» **Exercise instructions**: Pull every line of the entries that has the word "Sougueur".

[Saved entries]
****************
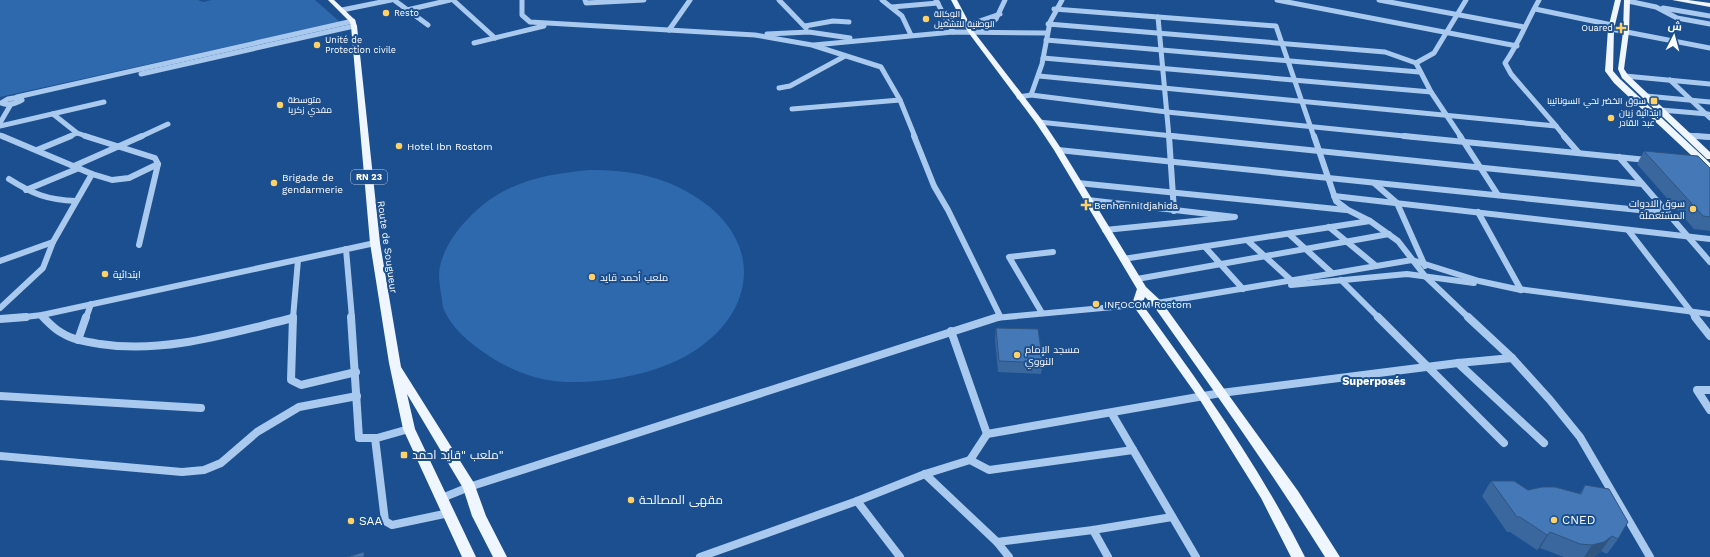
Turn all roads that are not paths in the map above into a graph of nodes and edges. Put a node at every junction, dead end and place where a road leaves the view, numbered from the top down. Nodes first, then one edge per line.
1 (331, 0) edge
2 (392, 0) edge
3 (450, 0) edge
4 (453, 0) edge
5 (522, 0) edge
6 (585, 0) edge
7 (644, 0) edge
8 (690, 0) edge
9 (779, 0) edge
10 (882, 0) edge
11 (954, 0) edge
12 (1005, 0) edge
13 (1062, 0) edge
14 (1277, 0) edge
15 (1310, 0) edge
16 (1379, 0) edge
17 (1466, 0) edge
18 (1538, 0) edge
19 (1618, 0) edge
20 (1675, 0) edge
21 (1698, 0) edge
22 (626, 1) edge
23 (1628, 1) edge
24 (937, 2) edge
25 (1710, 2) edge
26 (1710, 5) edge
27 (1306, 6) junction
28 (892, 7) junction
29 (1656, 7) junction
30 (1054, 9) junction
31 (1535, 9) junction
32 (342, 10) junction
33 (407, 10) junction
34 (1000, 14) junction
35 (1458, 14) junction
36 (1710, 16) edge
37 (1158, 17) junction
38 (848, 22) dead end
39 (354, 23) junction
40 (552, 24) junction
41 (1048, 24) junction
42 (1710, 24) edge
43 (428, 25) dead end
44 (805, 26) junction
45 (1524, 27) junction
46 (1611, 27) junction
47 (969, 28) junction
48 (669, 30) junction
49 (983, 31) junction
50 (809, 32) junction
51 (953, 32) junction
52 (1047, 32) junction
53 (1626, 32) junction
54 (1160, 33) junction
55 (1446, 33) junction
56 (755, 35) junction
57 (911, 35) junction
58 (495, 38) junction
59 (861, 40) junction
60 (1046, 40) junction
61 (474, 43) dead end
62 (1282, 43) junction
63 (812, 45) junction
64 (1517, 46) junction
65 (1710, 48) edge
66 (1161, 50) junction
67 (845, 56) junction
68 (1043, 58) junction
69 (1288, 61) junction
70 (1416, 63) junction
71 (1163, 68) junction
72 (1420, 72) junction
73 (1039, 76) junction
74 (1625, 76) junction
75 (1294, 80) junction
76 (1669, 80) junction
77 (1710, 84) edge
78 (779, 88) dead end
79 (1165, 88) junction
80 (1431, 92) junction
81 (1031, 95) junction
82 (1646, 96) junction
83 (1019, 97) junction
84 (19, 99) junction
85 (900, 100) junction
86 (1691, 100) junction
87 (104, 102) dead end
88 (1302, 102) junction
89 (1710, 102) edge
90 (2, 103) edge
91 (12, 104) junction
92 (792, 109) dead end
93 (1661, 110) junction
94 (1167, 112) junction
95 (53, 114) junction
96 (1709, 115) edge
97 (1448, 116) junction
98 (1039, 122) junction
99 (0, 124) edge
100 (168, 124) dead end
101 (1310, 125) junction
102 (1556, 126) junction
103 (76, 133) junction
104 (0, 135) edge
105 (1687, 135) junction
106 (1169, 137) junction
107 (1710, 137) edge
108 (1464, 141) junction
109 (118, 146) junction
110 (37, 150) junction
111 (1058, 150) junction
112 (1319, 151) junction
113 (1578, 152) junction
114 (1618, 157) junction
115 (1710, 157) edge
116 (1656, 160) edge
117 (1171, 162) junction
118 (158, 164) junction
119 (1693, 164) edge
120 (77, 167) junction
121 (1480, 167) junction
122 (1709, 167) edge
123 (92, 174) junction
124 (9, 179) dead end
125 (1328, 179) junction
126 (1078, 183) junction
127 (1374, 183) junction
128 (1642, 184) junction
129 (26, 190) junction
130 (1174, 191) junction
131 (1498, 195) junction
132 (1334, 196) junction
133 (1088, 200) junction
134 (76, 202) junction
135 (1397, 203) junction
136 (1348, 210) junction
137 (1174, 211) junction
138 (1478, 212) junction
139 (1668, 213) junction
140 (1370, 221) junction
141 (1329, 227) junction
142 (1105, 230) junction
143 (1628, 230) junction
144 (1289, 234) junction
145 (1389, 234) junction
146 (1688, 237) junction
147 (1710, 239) edge
148 (1248, 241) junction
149 (53, 242) junction
150 (1347, 242) junction
151 (375, 243) junction
152 (139, 245) dead end
153 (1205, 247) junction
154 (346, 249) junction
155 (1305, 249) junction
156 (1053, 252) dead end
157 (1264, 256) junction
158 (1123, 259) junction
159 (298, 260) junction
160 (1412, 260) junction
161 (0, 261) edge
162 (1710, 262) edge
163 (1221, 264) junction
164 (1425, 264) junction
165 (1375, 265) junction
166 (1332, 273) junction
167 (1426, 276) junction
168 (1137, 279) junction
169 (1292, 280) junction
170 (1341, 280) junction
171 (1142, 289) junction
172 (1243, 289) junction
173 (1521, 290) junction
174 (1157, 303) junction
175 (91, 304) junction
176 (1137, 304) junction
177 (0, 308) edge
178 (1692, 312) junction
179 (1042, 313) junction
180 (1710, 314) edge
181 (42, 315) junction
182 (1000, 316) junction
183 (293, 318) junction
184 (0, 319) edge
185 (951, 331) junction
186 (1710, 336) edge
187 (78, 340) junction
188 (1512, 358) junction
189 (395, 363) junction
190 (1458, 363) junction
191 (1430, 367) junction
192 (356, 372) junction
193 (1710, 390) edge
194 (1221, 393) junction
195 (0, 396) edge
196 (357, 396) junction
197 (1204, 397) junction
198 (201, 408) dead end
199 (1710, 410) edge
200 (1112, 414) junction
201 (409, 429) junction
202 (987, 434) junction
203 (375, 438) junction
204 (1504, 443) dead end
205 (1544, 443) dead end
206 (1132, 450) junction
207 (0, 456) edge
208 (970, 460) junction
209 (925, 474) junction
210 (469, 487) junction
211 (442, 498) junction
212 (857, 501) junction
213 (449, 513) junction
214 (1172, 517) junction
215 (1093, 530) junction
216 (996, 542) junction
217 (469, 557) edge
218 (500, 557) edge
219 (700, 557) edge
220 (900, 557) edge
221 (1009, 557) edge
222 (1108, 557) edge
223 (1196, 557) edge
224 (1298, 557) edge
225 (1333, 557) edge
226 (1650, 557) edge

1 - 32 main road
2 - 32 street
2 - 33 street
3 - 33 street
4 - 58 street
5 - 40 street
6 - 22 street
7 - 22 street
8 - 48 street
9 - 44 street
10 - 28 street
11 - 47 main road
12 - 34 street
13 - 30 street
14 - 27 street
15 - 27 street
16 - 35 street
17 - 35 street
18 - 31 street
19 - 46 main road
20 - 26 main road
21 - 25 main road
23 - 29 street
23 - 53 main road
24 - 28 street
24 - 51 street
27 - 55 street
28 - 57 street
29 - 36 street
29 - 42 street
30 - 37 street
30 - 41 street
31 - 45 street
31 - 46 street
32 - 39 main road
33 - 43 street
34 - 47 street
34 - 49 street
35 - 45 street
35 - 55 street
37 - 54 street
37 - 62 street
38 - 44 street
39 - 84 street
39 - 151 main road, Route de Sougueur / RN 23
40 - 48 street
40 - 58 street
41 - 52 street
41 - 54 street
44 - 50 street
45 - 64 street
46 - 53 street
46 - 122 main road
47 - 49 street
47 - 51 street
47 - 83 main road
48 - 56 street
49 - 52 street
50 - 56 street
50 - 59 street
51 - 57 street
52 - 60 street
53 - 65 street
53 - 74 main road
54 - 62 street
54 - 66 street
55 - 64 street
55 - 70 street
56 - 63 street
57 - 59 street
58 - 61 street
59 - 63 street
60 - 66 street
60 - 68 street
62 - 69 street
62 - 70 street
63 - 67 street
64 - 102 street
66 - 69 street
66 - 71 street
67 - 78 street
67 - 85 street
68 - 71 street
68 - 73 street
69 - 72 street
69 - 75 street
70 - 72 street
71 - 75 street
71 - 79 street
72 - 80 street
73 - 79 street
73 - 81 street
74 - 76 street
74 - 82 main road
75 - 80 street
75 - 88 street
76 - 77 street
76 - 86 street
79 - 88 street
79 - 94 street
80 - 97 street
81 - 83 street
81 - 94 street
82 - 86 street
82 - 93 main road
83 - 98 main road
84 - 90 street
84 - 91 street
85 - 92 street
85 - 182 street
86 - 89 street
86 - 96 street
87 - 95 street
88 - 97 street
88 - 101 street
90 - 91 street
91 - 99 street
93 - 96 street
93 - 105 main road
94 - 101 street
94 - 106 street
95 - 99 street
95 - 103 street
97 - 102 street
97 - 108 street
98 - 106 street
98 - 111 main road
100 - 109 street
101 - 108 street
101 - 112 street
102 - 113 street
103 - 109 street
103 - 110 street
104 - 110 street
105 - 107 street
105 - 115 main road
106 - 112 street
106 - 117 street
108 - 113 street
108 - 121 street
109 - 118 street
109 - 120 street
110 - 120 street
111 - 117 street
111 - 126 main road
112 - 121 street
112 - 125 street
113 - 114 street
114 - 116 street
114 - 128 street
117 - 125 street
117 - 130 street
118 - 123 street
118 - 152 street
119 - 122 street
120 - 123 street
120 - 129 street
121 - 128 street
121 - 131 street
123 - 134 street
124 - 129 street
125 - 127 street
125 - 132 street
126 - 130 street
126 - 133 main road
127 - 131 street
127 - 135 street
128 - 139 street
129 - 134 street
130 - 136 street
130 - 137 street
131 - 139 street
132 - 135 street
132 - 136 street
133 - 137 street
133 - 142 main road
134 - 149 street
135 - 138 street
135 - 164 street
136 - 140 street
137 - 142 street
138 - 143 street
138 - 173 street
139 - 146 street
140 - 141 street
140 - 145 street
141 - 144 street
141 - 150 street
142 - 158 main road
143 - 146 street
143 - 178 street
144 - 148 street
144 - 155 street
145 - 150 street
145 - 160 street
146 - 147 street
146 - 162 street
148 - 153 street
148 - 157 street
149 - 161 street
149 - 177 street
150 - 155 street
150 - 165 street
151 - 154 street
151 - 189 main road, Route de Sougueur / RN 23
153 - 158 street
153 - 163 street
154 - 159 street
154 - 192 street
155 - 157 street
155 - 166 street
156 - 179 street
157 - 163 street
157 - 169 street
158 - 168 main road
159 - 175 street
159 - 183 street
160 - 164 street
160 - 165 street
160 - 167 street
163 - 168 street
163 - 172 street
164 - 167 street
164 - 173 street
165 - 166 street
166 - 169 street
167 - 170 street
167 - 173 street
167 - 188 street
168 - 171 main road
169 - 172 street
170 - 172 street
170 - 191 street
171 - 174 main road
171 - 176 main road
172 - 174 street
173 - 178 street
174 - 176 street
174 - 194 main road
175 - 181 street
175 - 187 street
176 - 179 street
176 - 197 main road
178 - 180 street
178 - 186 street
179 - 182 street
181 - 184 street
181 - 187 street
182 - 185 street
183 - 187 street
183 - 192 street
185 - 202 street
185 - 210 street
188 - 190 street
188 - 226 street
189 - 201 main road, RN 23
189 - 210 main road, RN 23
190 - 191 street
190 - 205 street
191 - 194 street
191 - 204 street
192 - 196 street
193 - 199 street
194 - 197 street
194 - 225 main road
195 - 198 street
196 - 203 street
196 - 207 street
197 - 200 street
197 - 224 main road
200 - 202 street
200 - 206 street
201 - 203 street
201 - 211 main road, RN 23
202 - 208 street
203 - 213 street
206 - 208 street
206 - 214 street
208 - 209 street
209 - 212 street
209 - 216 street
210 - 211 street
210 - 218 main road, RN 23
211 - 213 main road, RN 23
212 - 219 street
212 - 220 street
213 - 217 main road, RN 23
214 - 215 street
214 - 223 street
215 - 216 street
215 - 222 street
216 - 221 street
****************
» **Problem solution**:
39 - 151 main road, Route de Sougueur / RN 23
151 - 189 main road, Route de Sougueur / RN 23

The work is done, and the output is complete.